# Exercise objective:
Copy all of the records below verbatim.

# Provided material:

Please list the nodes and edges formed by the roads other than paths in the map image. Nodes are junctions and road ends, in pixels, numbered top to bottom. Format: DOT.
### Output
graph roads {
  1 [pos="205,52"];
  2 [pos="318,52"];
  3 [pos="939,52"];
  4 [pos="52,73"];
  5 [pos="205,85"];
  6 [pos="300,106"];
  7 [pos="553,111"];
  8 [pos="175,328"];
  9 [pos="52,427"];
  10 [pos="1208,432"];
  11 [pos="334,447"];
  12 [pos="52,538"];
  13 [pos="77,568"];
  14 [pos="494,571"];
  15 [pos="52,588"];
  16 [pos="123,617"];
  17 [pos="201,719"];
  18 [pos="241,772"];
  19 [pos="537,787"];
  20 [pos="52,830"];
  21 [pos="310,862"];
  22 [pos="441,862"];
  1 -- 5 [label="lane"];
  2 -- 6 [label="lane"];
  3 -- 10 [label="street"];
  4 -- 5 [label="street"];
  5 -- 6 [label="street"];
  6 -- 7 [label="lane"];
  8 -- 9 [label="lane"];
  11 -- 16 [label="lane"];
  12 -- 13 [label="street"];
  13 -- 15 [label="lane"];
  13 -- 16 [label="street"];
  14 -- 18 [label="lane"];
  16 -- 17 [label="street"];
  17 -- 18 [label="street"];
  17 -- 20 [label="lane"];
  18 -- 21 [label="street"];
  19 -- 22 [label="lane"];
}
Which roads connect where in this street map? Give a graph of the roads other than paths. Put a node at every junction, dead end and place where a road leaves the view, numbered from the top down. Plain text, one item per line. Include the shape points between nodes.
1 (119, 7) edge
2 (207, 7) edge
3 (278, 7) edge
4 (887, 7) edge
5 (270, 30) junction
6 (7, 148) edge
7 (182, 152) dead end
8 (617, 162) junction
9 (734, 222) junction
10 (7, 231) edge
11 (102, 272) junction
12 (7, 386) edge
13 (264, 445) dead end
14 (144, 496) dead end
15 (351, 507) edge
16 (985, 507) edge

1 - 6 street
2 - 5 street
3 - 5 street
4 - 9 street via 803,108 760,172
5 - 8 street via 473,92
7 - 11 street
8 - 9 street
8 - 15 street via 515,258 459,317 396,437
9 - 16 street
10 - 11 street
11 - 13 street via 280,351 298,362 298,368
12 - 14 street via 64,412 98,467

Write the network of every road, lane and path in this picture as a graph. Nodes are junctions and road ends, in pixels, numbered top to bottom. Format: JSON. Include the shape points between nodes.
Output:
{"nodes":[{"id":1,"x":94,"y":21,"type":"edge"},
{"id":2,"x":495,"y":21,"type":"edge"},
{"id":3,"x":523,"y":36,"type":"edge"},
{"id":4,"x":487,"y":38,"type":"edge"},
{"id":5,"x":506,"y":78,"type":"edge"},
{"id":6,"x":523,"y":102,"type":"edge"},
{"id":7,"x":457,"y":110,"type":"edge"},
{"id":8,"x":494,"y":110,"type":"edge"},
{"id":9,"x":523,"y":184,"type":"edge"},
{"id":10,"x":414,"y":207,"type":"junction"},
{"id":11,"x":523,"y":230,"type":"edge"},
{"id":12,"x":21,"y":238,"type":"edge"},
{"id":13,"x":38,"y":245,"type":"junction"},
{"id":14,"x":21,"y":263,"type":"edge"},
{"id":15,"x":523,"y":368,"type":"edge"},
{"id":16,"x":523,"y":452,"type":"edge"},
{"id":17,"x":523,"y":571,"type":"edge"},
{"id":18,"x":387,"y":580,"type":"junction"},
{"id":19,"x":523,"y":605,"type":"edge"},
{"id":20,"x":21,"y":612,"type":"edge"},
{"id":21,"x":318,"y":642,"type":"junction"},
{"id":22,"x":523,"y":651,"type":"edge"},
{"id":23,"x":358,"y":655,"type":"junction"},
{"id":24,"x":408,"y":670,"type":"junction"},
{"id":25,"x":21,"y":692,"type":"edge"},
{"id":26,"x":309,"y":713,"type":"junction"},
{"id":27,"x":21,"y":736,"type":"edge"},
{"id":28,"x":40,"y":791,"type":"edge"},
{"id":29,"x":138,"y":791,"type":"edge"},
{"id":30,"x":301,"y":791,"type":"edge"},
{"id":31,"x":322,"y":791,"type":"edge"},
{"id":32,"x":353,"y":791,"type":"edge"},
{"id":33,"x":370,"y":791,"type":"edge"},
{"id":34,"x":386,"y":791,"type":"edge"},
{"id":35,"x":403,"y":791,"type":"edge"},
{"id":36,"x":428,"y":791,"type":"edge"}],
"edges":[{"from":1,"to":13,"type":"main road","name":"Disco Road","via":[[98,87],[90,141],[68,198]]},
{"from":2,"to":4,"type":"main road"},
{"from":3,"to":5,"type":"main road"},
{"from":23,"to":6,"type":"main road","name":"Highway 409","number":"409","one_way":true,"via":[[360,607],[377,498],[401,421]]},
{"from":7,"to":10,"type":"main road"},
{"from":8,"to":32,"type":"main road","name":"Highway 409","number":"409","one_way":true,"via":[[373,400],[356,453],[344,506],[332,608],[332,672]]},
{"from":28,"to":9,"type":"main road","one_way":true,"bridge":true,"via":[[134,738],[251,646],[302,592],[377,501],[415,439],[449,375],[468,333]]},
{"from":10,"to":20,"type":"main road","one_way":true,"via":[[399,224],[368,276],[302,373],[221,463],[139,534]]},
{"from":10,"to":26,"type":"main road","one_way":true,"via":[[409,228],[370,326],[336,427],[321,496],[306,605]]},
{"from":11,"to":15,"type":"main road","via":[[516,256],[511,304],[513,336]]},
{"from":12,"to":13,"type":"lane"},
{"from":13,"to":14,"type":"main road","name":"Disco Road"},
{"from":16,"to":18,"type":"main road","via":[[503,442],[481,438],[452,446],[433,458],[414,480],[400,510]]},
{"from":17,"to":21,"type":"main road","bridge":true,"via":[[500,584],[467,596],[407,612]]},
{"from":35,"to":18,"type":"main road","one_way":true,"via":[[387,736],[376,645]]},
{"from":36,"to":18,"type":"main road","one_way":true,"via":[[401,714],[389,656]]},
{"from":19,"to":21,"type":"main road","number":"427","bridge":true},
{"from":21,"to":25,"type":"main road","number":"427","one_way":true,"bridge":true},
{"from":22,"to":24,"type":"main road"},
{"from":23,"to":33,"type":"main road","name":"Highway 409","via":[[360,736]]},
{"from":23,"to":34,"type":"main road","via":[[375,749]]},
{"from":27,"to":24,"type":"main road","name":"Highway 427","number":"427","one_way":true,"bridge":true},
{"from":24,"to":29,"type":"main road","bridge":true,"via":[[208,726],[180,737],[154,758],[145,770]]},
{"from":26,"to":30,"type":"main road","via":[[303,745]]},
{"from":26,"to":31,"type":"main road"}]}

# Answer to this exercise:
Please list the nodes and edges formed by the roads other than paths in the map image. Nodes are junctions and road ends, in pixels, numbered top to bottom. Format: DOT.
### Output
graph roads {
  1 [pos="205,52"];
  2 [pos="318,52"];
  3 [pos="939,52"];
  4 [pos="52,73"];
  5 [pos="205,85"];
  6 [pos="300,106"];
  7 [pos="553,111"];
  8 [pos="175,328"];
  9 [pos="52,427"];
  10 [pos="1208,432"];
  11 [pos="334,447"];
  12 [pos="52,538"];
  13 [pos="77,568"];
  14 [pos="494,571"];
  15 [pos="52,588"];
  16 [pos="123,617"];
  17 [pos="201,719"];
  18 [pos="241,772"];
  19 [pos="537,787"];
  20 [pos="52,830"];
  21 [pos="310,862"];
  22 [pos="441,862"];
  1 -- 5 [label="lane"];
  2 -- 6 [label="lane"];
  3 -- 10 [label="street"];
  4 -- 5 [label="street"];
  5 -- 6 [label="street"];
  6 -- 7 [label="lane"];
  8 -- 9 [label="lane"];
  11 -- 16 [label="lane"];
  12 -- 13 [label="street"];
  13 -- 15 [label="lane"];
  13 -- 16 [label="street"];
  14 -- 18 [label="lane"];
  16 -- 17 [label="street"];
  17 -- 18 [label="street"];
  17 -- 20 [label="lane"];
  18 -- 21 [label="street"];
  19 -- 22 [label="lane"];
}
Which roads connect where in this street map? Give a graph of the roads other than paths. Put a node at every junction, dead end and place where a road leaves the view, numbered from the top down. Plain text, one item per line. Include the shape points between nodes.
1 (119, 7) edge
2 (207, 7) edge
3 (278, 7) edge
4 (887, 7) edge
5 (270, 30) junction
6 (7, 148) edge
7 (182, 152) dead end
8 (617, 162) junction
9 (734, 222) junction
10 (7, 231) edge
11 (102, 272) junction
12 (7, 386) edge
13 (264, 445) dead end
14 (144, 496) dead end
15 (351, 507) edge
16 (985, 507) edge

1 - 6 street
2 - 5 street
3 - 5 street
4 - 9 street via 803,108 760,172
5 - 8 street via 473,92
7 - 11 street
8 - 9 street
8 - 15 street via 515,258 459,317 396,437
9 - 16 street
10 - 11 street
11 - 13 street via 280,351 298,362 298,368
12 - 14 street via 64,412 98,467

Write the network of every road, lane and path in this picture as a graph. Nodes are junctions and road ends, in pixels, numbered top to bottom. Format: JSON. Include the shape points between nodes.
Output:
{"nodes":[{"id":1,"x":94,"y":21,"type":"edge"},
{"id":2,"x":495,"y":21,"type":"edge"},
{"id":3,"x":523,"y":36,"type":"edge"},
{"id":4,"x":487,"y":38,"type":"edge"},
{"id":5,"x":506,"y":78,"type":"edge"},
{"id":6,"x":523,"y":102,"type":"edge"},
{"id":7,"x":457,"y":110,"type":"edge"},
{"id":8,"x":494,"y":110,"type":"edge"},
{"id":9,"x":523,"y":184,"type":"edge"},
{"id":10,"x":414,"y":207,"type":"junction"},
{"id":11,"x":523,"y":230,"type":"edge"},
{"id":12,"x":21,"y":238,"type":"edge"},
{"id":13,"x":38,"y":245,"type":"junction"},
{"id":14,"x":21,"y":263,"type":"edge"},
{"id":15,"x":523,"y":368,"type":"edge"},
{"id":16,"x":523,"y":452,"type":"edge"},
{"id":17,"x":523,"y":571,"type":"edge"},
{"id":18,"x":387,"y":580,"type":"junction"},
{"id":19,"x":523,"y":605,"type":"edge"},
{"id":20,"x":21,"y":612,"type":"edge"},
{"id":21,"x":318,"y":642,"type":"junction"},
{"id":22,"x":523,"y":651,"type":"edge"},
{"id":23,"x":358,"y":655,"type":"junction"},
{"id":24,"x":408,"y":670,"type":"junction"},
{"id":25,"x":21,"y":692,"type":"edge"},
{"id":26,"x":309,"y":713,"type":"junction"},
{"id":27,"x":21,"y":736,"type":"edge"},
{"id":28,"x":40,"y":791,"type":"edge"},
{"id":29,"x":138,"y":791,"type":"edge"},
{"id":30,"x":301,"y":791,"type":"edge"},
{"id":31,"x":322,"y":791,"type":"edge"},
{"id":32,"x":353,"y":791,"type":"edge"},
{"id":33,"x":370,"y":791,"type":"edge"},
{"id":34,"x":386,"y":791,"type":"edge"},
{"id":35,"x":403,"y":791,"type":"edge"},
{"id":36,"x":428,"y":791,"type":"edge"}],
"edges":[{"from":1,"to":13,"type":"main road","name":"Disco Road","via":[[98,87],[90,141],[68,198]]},
{"from":2,"to":4,"type":"main road"},
{"from":3,"to":5,"type":"main road"},
{"from":23,"to":6,"type":"main road","name":"Highway 409","number":"409","one_way":true,"via":[[360,607],[377,498],[401,421]]},
{"from":7,"to":10,"type":"main road"},
{"from":8,"to":32,"type":"main road","name":"Highway 409","number":"409","one_way":true,"via":[[373,400],[356,453],[344,506],[332,608],[332,672]]},
{"from":28,"to":9,"type":"main road","one_way":true,"bridge":true,"via":[[134,738],[251,646],[302,592],[377,501],[415,439],[449,375],[468,333]]},
{"from":10,"to":20,"type":"main road","one_way":true,"via":[[399,224],[368,276],[302,373],[221,463],[139,534]]},
{"from":10,"to":26,"type":"main road","one_way":true,"via":[[409,228],[370,326],[336,427],[321,496],[306,605]]},
{"from":11,"to":15,"type":"main road","via":[[516,256],[511,304],[513,336]]},
{"from":12,"to":13,"type":"lane"},
{"from":13,"to":14,"type":"main road","name":"Disco Road"},
{"from":16,"to":18,"type":"main road","via":[[503,442],[481,438],[452,446],[433,458],[414,480],[400,510]]},
{"from":17,"to":21,"type":"main road","bridge":true,"via":[[500,584],[467,596],[407,612]]},
{"from":35,"to":18,"type":"main road","one_way":true,"via":[[387,736],[376,645]]},
{"from":36,"to":18,"type":"main road","one_way":true,"via":[[401,714],[389,656]]},
{"from":19,"to":21,"type":"main road","number":"427","bridge":true},
{"from":21,"to":25,"type":"main road","number":"427","one_way":true,"bridge":true},
{"from":22,"to":24,"type":"main road"},
{"from":23,"to":33,"type":"main road","name":"Highway 409","via":[[360,736]]},
{"from":23,"to":34,"type":"main road","via":[[375,749]]},
{"from":27,"to":24,"type":"main road","name":"Highway 427","number":"427","one_way":true,"bridge":true},
{"from":24,"to":29,"type":"main road","bridge":true,"via":[[208,726],[180,737],[154,758],[145,770]]},
{"from":26,"to":30,"type":"main road","via":[[303,745]]},
{"from":26,"to":31,"type":"main road"}]}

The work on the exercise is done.